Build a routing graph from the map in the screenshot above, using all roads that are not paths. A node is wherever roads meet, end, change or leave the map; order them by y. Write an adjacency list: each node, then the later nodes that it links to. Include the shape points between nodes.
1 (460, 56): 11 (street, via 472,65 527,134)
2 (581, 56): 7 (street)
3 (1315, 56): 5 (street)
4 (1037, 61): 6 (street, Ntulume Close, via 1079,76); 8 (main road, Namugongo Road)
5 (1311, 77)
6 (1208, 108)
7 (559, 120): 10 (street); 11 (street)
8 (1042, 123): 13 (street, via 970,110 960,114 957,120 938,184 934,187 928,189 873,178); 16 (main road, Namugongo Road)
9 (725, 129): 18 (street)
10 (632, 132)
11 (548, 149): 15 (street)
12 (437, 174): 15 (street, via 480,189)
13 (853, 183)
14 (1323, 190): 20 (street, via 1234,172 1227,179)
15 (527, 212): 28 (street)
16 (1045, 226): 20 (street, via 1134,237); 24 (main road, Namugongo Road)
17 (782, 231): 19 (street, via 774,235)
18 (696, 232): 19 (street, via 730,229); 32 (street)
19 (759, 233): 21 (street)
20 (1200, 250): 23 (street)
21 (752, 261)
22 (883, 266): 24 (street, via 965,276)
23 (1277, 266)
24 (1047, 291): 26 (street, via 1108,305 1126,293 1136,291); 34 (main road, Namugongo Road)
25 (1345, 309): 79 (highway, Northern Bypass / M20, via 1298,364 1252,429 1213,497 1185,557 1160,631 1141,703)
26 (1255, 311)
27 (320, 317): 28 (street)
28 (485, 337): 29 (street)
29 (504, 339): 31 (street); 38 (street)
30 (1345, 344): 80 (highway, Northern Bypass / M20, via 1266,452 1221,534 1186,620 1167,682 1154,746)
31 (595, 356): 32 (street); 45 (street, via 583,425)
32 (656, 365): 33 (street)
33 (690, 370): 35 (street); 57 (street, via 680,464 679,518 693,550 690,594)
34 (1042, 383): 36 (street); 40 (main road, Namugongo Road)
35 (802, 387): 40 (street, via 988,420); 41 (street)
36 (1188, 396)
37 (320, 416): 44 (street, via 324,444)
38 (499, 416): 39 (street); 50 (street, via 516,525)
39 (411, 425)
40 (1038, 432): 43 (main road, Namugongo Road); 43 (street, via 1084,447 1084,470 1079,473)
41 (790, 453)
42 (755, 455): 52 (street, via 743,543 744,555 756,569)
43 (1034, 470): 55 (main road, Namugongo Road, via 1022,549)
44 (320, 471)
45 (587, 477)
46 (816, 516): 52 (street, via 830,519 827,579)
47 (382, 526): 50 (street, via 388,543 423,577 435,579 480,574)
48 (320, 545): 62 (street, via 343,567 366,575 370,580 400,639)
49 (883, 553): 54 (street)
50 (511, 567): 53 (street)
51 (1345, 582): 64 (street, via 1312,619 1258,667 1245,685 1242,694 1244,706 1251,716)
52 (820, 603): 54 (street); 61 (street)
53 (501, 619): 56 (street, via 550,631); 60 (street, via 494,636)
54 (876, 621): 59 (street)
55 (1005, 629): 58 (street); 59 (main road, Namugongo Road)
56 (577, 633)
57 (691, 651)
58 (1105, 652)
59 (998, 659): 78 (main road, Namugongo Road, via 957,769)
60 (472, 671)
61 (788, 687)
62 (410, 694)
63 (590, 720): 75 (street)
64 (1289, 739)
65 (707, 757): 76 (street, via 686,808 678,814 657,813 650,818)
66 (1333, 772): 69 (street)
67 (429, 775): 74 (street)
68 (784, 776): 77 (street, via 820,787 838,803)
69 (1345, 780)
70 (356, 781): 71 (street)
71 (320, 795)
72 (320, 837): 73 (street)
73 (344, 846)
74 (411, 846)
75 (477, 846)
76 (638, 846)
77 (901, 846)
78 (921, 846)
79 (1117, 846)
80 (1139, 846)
::::
» **Brief**:
Repeat the whole listing exactly, keeping every line intact.

» **Your solution**:
Build a routing graph from the map in the screenshot above, using all roads that are not paths. A node is wherever roads meet, end, change or leave the map; order them by y. Write an adjacency list: each node, then the later nodes that it links to. Include the shape points between nodes.
1 (460, 56): 11 (street, via 472,65 527,134)
2 (581, 56): 7 (street)
3 (1315, 56): 5 (street)
4 (1037, 61): 6 (street, Ntulume Close, via 1079,76); 8 (main road, Namugongo Road)
5 (1311, 77)
6 (1208, 108)
7 (559, 120): 10 (street); 11 (street)
8 (1042, 123): 13 (street, via 970,110 960,114 957,120 938,184 934,187 928,189 873,178); 16 (main road, Namugongo Road)
9 (725, 129): 18 (street)
10 (632, 132)
11 (548, 149): 15 (street)
12 (437, 174): 15 (street, via 480,189)
13 (853, 183)
14 (1323, 190): 20 (street, via 1234,172 1227,179)
15 (527, 212): 28 (street)
16 (1045, 226): 20 (street, via 1134,237); 24 (main road, Namugongo Road)
17 (782, 231): 19 (street, via 774,235)
18 (696, 232): 19 (street, via 730,229); 32 (street)
19 (759, 233): 21 (street)
20 (1200, 250): 23 (street)
21 (752, 261)
22 (883, 266): 24 (street, via 965,276)
23 (1277, 266)
24 (1047, 291): 26 (street, via 1108,305 1126,293 1136,291); 34 (main road, Namugongo Road)
25 (1345, 309): 79 (highway, Northern Bypass / M20, via 1298,364 1252,429 1213,497 1185,557 1160,631 1141,703)
26 (1255, 311)
27 (320, 317): 28 (street)
28 (485, 337): 29 (street)
29 (504, 339): 31 (street); 38 (street)
30 (1345, 344): 80 (highway, Northern Bypass / M20, via 1266,452 1221,534 1186,620 1167,682 1154,746)
31 (595, 356): 32 (street); 45 (street, via 583,425)
32 (656, 365): 33 (street)
33 (690, 370): 35 (street); 57 (street, via 680,464 679,518 693,550 690,594)
34 (1042, 383): 36 (street); 40 (main road, Namugongo Road)
35 (802, 387): 40 (street, via 988,420); 41 (street)
36 (1188, 396)
37 (320, 416): 44 (street, via 324,444)
38 (499, 416): 39 (street); 50 (street, via 516,525)
39 (411, 425)
40 (1038, 432): 43 (main road, Namugongo Road); 43 (street, via 1084,447 1084,470 1079,473)
41 (790, 453)
42 (755, 455): 52 (street, via 743,543 744,555 756,569)
43 (1034, 470): 55 (main road, Namugongo Road, via 1022,549)
44 (320, 471)
45 (587, 477)
46 (816, 516): 52 (street, via 830,519 827,579)
47 (382, 526): 50 (street, via 388,543 423,577 435,579 480,574)
48 (320, 545): 62 (street, via 343,567 366,575 370,580 400,639)
49 (883, 553): 54 (street)
50 (511, 567): 53 (street)
51 (1345, 582): 64 (street, via 1312,619 1258,667 1245,685 1242,694 1244,706 1251,716)
52 (820, 603): 54 (street); 61 (street)
53 (501, 619): 56 (street, via 550,631); 60 (street, via 494,636)
54 (876, 621): 59 (street)
55 (1005, 629): 58 (street); 59 (main road, Namugongo Road)
56 (577, 633)
57 (691, 651)
58 (1105, 652)
59 (998, 659): 78 (main road, Namugongo Road, via 957,769)
60 (472, 671)
61 (788, 687)
62 (410, 694)
63 (590, 720): 75 (street)
64 (1289, 739)
65 (707, 757): 76 (street, via 686,808 678,814 657,813 650,818)
66 (1333, 772): 69 (street)
67 (429, 775): 74 (street)
68 (784, 776): 77 (street, via 820,787 838,803)
69 (1345, 780)
70 (356, 781): 71 (street)
71 (320, 795)
72 (320, 837): 73 (street)
73 (344, 846)
74 (411, 846)
75 (477, 846)
76 (638, 846)
77 (901, 846)
78 (921, 846)
79 (1117, 846)
80 (1139, 846)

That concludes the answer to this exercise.